→ **WORK TO BE COMPLETED**:
Among the entries below, find each line holding "down" and return it.

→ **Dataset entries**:

----------

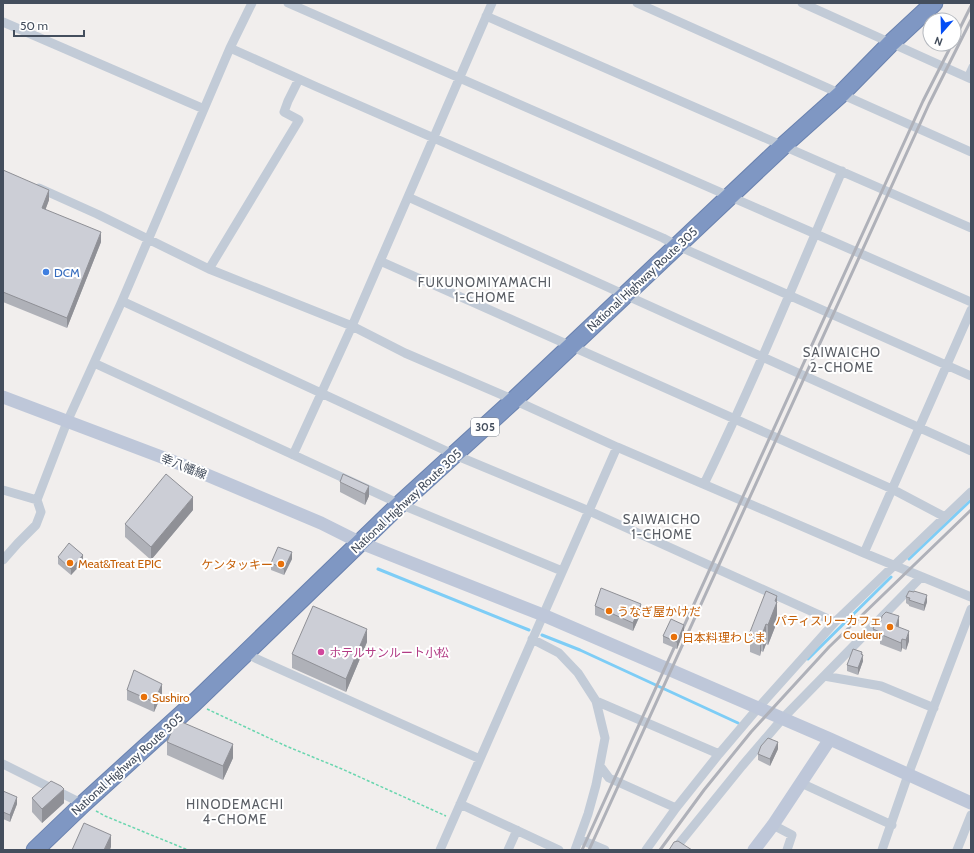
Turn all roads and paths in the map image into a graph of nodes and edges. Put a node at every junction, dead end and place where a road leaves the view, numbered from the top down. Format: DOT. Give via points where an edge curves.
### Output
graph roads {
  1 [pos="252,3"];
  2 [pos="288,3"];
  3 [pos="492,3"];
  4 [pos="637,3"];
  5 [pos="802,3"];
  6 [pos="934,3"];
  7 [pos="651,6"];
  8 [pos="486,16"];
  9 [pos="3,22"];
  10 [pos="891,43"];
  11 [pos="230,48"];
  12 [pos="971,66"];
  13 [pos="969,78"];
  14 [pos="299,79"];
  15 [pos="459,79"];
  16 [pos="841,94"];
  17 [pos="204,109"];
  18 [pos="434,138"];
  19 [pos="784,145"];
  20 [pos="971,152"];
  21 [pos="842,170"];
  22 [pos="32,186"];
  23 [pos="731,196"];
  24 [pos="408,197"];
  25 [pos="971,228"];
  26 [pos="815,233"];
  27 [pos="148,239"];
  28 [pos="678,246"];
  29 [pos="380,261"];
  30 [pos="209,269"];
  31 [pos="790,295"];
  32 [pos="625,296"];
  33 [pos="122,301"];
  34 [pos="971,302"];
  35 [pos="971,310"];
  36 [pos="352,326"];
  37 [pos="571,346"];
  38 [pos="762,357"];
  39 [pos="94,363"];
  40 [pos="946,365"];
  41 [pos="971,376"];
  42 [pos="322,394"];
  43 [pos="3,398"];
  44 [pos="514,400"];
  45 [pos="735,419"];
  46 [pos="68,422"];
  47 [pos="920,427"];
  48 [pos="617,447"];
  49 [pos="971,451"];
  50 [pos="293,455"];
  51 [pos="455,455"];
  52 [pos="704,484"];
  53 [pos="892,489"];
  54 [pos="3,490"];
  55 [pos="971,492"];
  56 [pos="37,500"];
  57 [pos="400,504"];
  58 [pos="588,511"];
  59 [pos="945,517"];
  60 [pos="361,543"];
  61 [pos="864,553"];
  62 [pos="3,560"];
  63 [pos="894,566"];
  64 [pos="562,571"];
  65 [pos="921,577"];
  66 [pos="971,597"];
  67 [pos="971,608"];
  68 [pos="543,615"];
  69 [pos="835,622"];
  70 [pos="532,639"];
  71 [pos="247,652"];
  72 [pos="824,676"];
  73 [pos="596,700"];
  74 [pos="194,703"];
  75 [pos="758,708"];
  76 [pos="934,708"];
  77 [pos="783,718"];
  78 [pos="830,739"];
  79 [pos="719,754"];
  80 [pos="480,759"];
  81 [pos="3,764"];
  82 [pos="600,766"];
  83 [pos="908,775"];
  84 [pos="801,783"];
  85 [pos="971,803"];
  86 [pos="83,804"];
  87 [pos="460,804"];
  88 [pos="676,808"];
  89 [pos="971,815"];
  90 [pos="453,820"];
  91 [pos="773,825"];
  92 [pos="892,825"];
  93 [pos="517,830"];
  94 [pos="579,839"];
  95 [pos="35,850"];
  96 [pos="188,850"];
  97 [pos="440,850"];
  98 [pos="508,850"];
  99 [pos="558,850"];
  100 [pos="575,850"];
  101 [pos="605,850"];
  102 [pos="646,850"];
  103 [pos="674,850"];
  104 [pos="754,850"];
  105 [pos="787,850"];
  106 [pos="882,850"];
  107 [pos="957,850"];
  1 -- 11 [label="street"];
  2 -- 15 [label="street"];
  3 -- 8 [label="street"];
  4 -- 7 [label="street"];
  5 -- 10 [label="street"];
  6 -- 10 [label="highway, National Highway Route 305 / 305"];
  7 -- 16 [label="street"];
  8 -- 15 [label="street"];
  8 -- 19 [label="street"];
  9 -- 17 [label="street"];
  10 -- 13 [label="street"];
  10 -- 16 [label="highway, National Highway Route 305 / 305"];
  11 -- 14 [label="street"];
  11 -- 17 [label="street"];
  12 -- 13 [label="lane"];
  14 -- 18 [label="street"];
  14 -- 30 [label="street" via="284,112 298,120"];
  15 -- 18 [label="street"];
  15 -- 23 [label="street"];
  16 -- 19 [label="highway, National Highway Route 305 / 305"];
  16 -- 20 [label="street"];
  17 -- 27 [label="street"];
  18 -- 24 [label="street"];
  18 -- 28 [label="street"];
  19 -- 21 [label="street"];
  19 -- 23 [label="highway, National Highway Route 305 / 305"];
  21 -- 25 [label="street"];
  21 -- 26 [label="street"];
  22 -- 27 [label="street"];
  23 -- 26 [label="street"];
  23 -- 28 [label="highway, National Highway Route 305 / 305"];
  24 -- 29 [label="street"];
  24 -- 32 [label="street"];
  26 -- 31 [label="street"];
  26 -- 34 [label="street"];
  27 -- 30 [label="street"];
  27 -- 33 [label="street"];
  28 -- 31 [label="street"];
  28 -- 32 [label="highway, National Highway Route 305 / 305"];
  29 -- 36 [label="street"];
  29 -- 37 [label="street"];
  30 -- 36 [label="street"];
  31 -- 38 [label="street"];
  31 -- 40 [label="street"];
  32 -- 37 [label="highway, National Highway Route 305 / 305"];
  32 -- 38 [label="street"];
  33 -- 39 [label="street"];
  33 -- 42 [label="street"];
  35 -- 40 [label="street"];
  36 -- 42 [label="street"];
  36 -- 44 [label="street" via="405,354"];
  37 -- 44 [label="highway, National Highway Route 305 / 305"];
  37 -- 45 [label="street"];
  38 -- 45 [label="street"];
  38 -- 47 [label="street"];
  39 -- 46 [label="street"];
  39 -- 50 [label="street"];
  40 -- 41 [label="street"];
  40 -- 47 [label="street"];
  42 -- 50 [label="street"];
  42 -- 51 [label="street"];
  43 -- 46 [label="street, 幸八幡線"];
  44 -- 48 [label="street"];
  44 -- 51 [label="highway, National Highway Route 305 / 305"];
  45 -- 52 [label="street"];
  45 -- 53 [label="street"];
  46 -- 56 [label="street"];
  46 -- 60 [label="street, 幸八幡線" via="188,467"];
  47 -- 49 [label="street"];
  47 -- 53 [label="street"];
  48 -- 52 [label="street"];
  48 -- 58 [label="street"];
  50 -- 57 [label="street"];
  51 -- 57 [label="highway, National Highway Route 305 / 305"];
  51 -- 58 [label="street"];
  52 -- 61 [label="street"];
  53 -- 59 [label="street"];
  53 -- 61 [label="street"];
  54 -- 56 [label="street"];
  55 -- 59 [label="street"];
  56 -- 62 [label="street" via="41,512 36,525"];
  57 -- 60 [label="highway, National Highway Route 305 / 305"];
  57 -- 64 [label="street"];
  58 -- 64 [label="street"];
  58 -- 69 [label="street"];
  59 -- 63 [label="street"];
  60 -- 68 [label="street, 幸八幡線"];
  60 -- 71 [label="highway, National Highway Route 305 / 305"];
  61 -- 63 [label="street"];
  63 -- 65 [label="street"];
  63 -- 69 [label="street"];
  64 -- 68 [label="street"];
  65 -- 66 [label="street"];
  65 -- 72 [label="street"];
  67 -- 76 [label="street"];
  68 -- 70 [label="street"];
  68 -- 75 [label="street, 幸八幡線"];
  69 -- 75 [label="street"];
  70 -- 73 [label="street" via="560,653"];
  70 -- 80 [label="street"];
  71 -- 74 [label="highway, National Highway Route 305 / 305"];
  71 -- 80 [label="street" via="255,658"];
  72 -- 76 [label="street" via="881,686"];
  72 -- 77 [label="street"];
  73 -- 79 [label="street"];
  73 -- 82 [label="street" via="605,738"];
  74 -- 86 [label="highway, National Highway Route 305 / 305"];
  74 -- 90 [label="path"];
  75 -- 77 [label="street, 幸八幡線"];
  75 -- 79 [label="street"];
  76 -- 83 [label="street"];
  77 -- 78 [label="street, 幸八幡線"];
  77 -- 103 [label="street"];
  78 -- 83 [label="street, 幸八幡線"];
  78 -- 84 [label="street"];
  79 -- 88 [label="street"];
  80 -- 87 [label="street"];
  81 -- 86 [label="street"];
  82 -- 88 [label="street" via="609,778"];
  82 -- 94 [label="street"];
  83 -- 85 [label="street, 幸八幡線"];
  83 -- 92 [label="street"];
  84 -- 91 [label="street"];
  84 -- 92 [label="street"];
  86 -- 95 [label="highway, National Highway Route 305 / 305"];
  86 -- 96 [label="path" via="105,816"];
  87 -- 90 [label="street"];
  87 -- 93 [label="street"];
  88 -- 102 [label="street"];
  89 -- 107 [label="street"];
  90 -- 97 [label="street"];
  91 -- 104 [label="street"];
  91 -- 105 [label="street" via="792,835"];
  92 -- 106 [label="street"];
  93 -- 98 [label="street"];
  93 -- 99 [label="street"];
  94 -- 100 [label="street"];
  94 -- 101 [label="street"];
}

----------

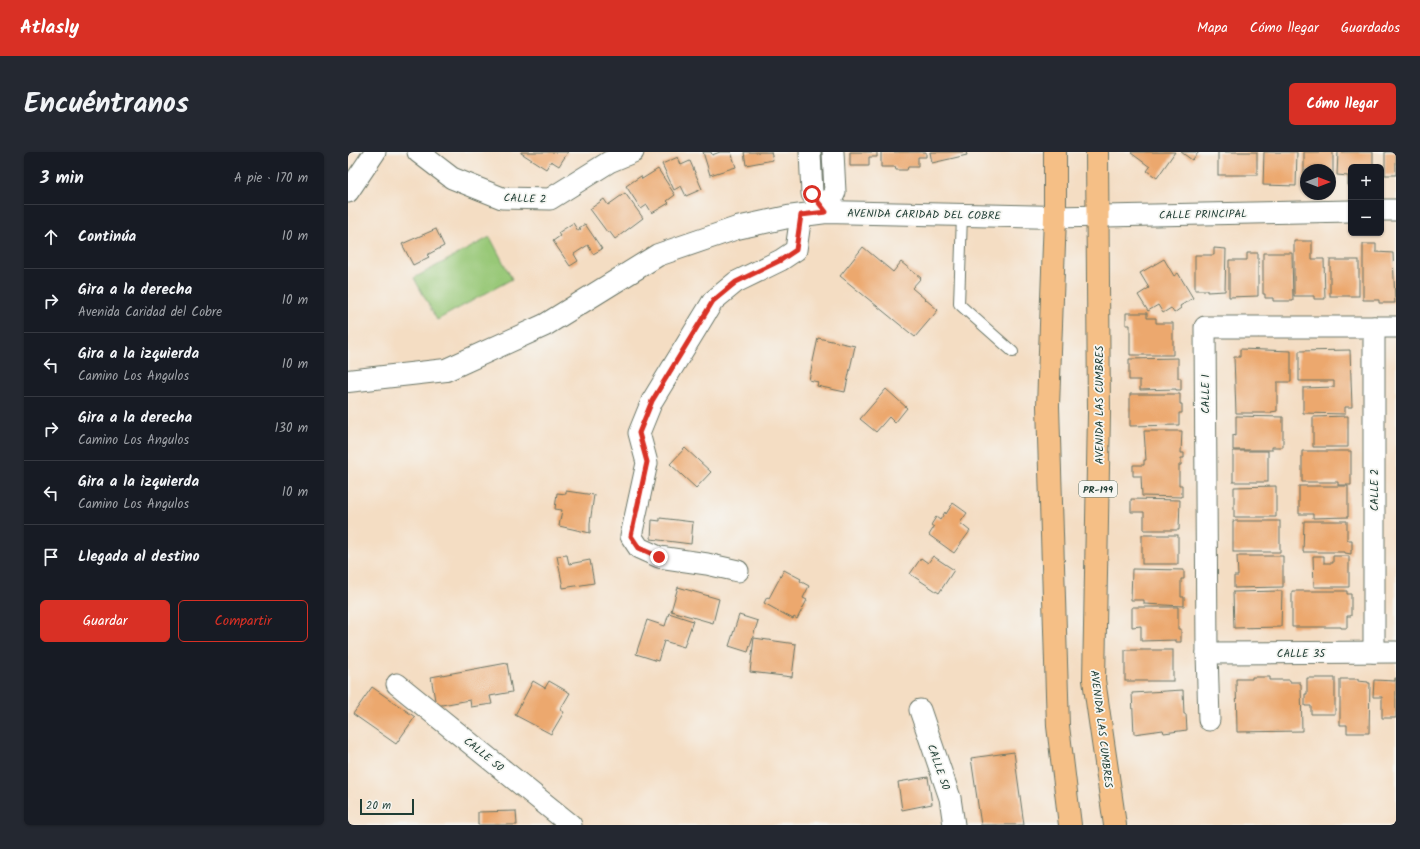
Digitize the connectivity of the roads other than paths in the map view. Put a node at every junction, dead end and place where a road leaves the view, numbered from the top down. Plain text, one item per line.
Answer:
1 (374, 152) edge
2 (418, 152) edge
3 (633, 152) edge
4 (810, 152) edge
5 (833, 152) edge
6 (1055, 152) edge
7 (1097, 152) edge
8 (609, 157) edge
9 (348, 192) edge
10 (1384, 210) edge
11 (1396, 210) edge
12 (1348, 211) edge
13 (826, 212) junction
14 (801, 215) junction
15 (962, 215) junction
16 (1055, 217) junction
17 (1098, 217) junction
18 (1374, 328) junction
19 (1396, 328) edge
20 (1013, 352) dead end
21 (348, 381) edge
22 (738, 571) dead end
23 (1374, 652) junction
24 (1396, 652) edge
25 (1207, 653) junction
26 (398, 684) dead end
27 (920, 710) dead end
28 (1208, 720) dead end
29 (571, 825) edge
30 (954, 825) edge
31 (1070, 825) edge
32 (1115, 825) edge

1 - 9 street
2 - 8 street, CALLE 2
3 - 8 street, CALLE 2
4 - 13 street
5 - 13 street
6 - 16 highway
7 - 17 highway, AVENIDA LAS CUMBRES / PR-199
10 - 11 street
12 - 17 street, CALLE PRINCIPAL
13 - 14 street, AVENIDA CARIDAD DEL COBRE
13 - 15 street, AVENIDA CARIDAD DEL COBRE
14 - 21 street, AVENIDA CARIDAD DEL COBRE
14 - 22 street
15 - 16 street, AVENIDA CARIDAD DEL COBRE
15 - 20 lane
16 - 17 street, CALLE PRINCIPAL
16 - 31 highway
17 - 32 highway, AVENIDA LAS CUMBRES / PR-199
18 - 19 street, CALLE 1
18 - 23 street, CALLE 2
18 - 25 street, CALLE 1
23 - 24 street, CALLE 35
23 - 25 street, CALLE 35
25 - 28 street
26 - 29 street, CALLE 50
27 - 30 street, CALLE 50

----------

→ **EXPECTED OUTPUT**:
Turn all roads and paths in the map image into a graph of nodes and edges. Put a node at every junction, dead end and place where a road leaves the view, numbered from the top down. Format: DOT. Give via points where an edge curves.
Digitize the connectivity of the roads other than paths in the map view. Put a node at every junction, dead end and place where a road leaves the view, numbered from the top down. Plain text, one item per line.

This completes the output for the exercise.